A right adjoin functor $\mathrm{U}$ is called monadic iff the comparison functor is an equivalence of categories. This means that the two categories Alg and MAlg have exactly the same categorical properties. It turns out that all algebraic theories which have free algebras (equivalently equational theories) are monadic. This includes the categories of semigroups, monoids, groups, etc are all monadic, but also the categories of functors, applicative functors and monads on Hask are monadic too. From technical point of view, maybe the most important fact is that the free monad encodes algebraic operations that the initial category was using. So in out example, we should be able to define <> and mempty only using the list monad.

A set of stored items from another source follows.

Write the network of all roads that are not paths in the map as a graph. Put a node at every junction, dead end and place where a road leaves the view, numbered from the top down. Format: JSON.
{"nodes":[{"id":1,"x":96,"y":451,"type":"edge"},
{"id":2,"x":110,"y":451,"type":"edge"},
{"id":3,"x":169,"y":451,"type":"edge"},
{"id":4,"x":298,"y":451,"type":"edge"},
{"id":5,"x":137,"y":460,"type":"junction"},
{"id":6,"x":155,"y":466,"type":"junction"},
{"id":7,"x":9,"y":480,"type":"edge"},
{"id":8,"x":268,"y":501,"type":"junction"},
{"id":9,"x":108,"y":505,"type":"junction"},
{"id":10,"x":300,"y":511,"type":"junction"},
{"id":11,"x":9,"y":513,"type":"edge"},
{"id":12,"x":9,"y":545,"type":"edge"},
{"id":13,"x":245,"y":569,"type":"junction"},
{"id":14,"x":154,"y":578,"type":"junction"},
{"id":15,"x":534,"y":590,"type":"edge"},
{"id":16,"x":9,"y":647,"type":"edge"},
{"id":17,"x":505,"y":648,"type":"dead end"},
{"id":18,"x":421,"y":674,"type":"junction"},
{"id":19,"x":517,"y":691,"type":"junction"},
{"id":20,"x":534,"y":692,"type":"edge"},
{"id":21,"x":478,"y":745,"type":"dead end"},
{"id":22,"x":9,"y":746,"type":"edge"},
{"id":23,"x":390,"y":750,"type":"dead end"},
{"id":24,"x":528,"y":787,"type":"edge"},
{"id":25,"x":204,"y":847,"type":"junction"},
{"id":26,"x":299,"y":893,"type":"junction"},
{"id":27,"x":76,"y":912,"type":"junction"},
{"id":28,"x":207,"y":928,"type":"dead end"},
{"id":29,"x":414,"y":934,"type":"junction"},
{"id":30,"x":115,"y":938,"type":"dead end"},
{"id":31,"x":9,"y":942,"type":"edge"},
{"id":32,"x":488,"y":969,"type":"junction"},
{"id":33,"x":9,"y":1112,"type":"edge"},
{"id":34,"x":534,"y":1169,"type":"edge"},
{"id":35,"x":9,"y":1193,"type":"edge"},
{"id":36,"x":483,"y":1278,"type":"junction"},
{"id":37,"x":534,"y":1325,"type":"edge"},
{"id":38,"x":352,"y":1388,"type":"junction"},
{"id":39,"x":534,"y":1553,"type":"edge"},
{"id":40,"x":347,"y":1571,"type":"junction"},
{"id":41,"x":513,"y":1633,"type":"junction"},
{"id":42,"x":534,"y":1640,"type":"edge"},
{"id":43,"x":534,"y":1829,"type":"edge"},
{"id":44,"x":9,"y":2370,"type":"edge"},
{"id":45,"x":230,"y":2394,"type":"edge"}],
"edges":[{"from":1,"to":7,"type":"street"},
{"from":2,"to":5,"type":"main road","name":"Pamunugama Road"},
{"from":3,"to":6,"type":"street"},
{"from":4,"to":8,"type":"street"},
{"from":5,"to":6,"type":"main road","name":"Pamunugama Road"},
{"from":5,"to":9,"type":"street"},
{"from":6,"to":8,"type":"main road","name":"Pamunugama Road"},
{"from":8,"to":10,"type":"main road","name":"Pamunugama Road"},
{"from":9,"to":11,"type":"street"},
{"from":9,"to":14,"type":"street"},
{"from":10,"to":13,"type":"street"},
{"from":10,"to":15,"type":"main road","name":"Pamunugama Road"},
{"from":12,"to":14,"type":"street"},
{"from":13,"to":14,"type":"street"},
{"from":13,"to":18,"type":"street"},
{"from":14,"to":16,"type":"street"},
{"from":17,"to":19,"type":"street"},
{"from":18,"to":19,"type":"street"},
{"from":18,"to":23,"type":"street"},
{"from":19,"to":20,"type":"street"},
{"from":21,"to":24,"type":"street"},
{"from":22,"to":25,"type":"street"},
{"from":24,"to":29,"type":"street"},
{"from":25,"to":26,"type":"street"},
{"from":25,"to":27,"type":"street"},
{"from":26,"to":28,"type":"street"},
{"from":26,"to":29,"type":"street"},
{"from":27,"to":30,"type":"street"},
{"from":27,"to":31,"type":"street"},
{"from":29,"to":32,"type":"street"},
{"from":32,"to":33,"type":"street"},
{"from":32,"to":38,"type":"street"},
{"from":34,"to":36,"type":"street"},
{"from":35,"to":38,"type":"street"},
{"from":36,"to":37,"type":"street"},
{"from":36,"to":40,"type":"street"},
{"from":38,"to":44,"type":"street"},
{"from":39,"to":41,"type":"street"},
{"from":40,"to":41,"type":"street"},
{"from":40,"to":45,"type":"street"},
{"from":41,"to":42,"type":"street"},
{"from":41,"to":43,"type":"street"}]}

And it's quite trivial:

-- |
-- @'mempty'@ deduced from @FreeMAlg []@ @MAlg@ instance.
k_inv_monoid_mempty :: MAlg [] a => a
k_inv_monoid_mempty = foldFreeAlg (FreeMAlg [])

-- |
-- @'mappend'@ deduced from @FreeMAlg []@ @MAlg@ instance.
k_inv_monoid_mappend :: MAlg [] a => a -> a -> a
k_inv_monoid_mappend a b = foldFreeAlg (FreeMAlg [a, b])

-- |
-- @'<>'@ deduced from @FreeMAlg NonEmpty@ @MAAlg@ instance.
k_inv_semigroup_append :: MAlg NonEmpty a => a -> a -> a
k_inv_semigroup_append a b = foldFreeAlg (FreeMAlg (a :| [b]))

k_inv_pointed :: MAlg Maybe a => a
k_inv_pointed = foldFreeAlg (FreeMAlg Nothing)

-- |
-- @'invert'@ deduced from @FreeMAlg FreeGroup@ @MAlg@ instance.
k_inv_group_invert :: (MAlg FreeGroup a, Eq a) => a -> a
k_inv_group_invert a
    = foldFreeAlg (FreeMAlg (FreeGroup.fromList [Left a]))

-- |
-- @'act'@ deduced from @FreeMAlg FreeMSet@ @MAlg@ instance.
k_inv_act :: (MAlg (FreeMSet m) a, Monoid m) => m -> a -> a
k_inv_act m a = foldFreeAlg $ FreeMAlg $ FreeMSet (m, a)

A reference for free group: newtype FreeGroup a = FreeGroup [Either a a].

Laws

There is one more interesting thing here. Not only the operations are deduced from FreeMAlg m, but also the laws. For example, we use FreeMAlg [] for monoids and it encodes both associativity of the multiplication and unit law for mempty and this is simply cerried by the free monoid [a]. The same will hold for any other free algebra and thus by the monad FreeAlgebra m => m. This is just because the free algebra carries all the laws of the category of given algebra types (monoids / semigroups / lattices, ...) and no other equality is built in.

Final remarks

A working example on which this post is based is published on github. This monadicity works well for higher kinded algebras, e.g. functors, applicative functors or monads. The changes that one needs to make are really minimal: use FreeAlgebra1 type class of FreeAlgebra. Please check the code.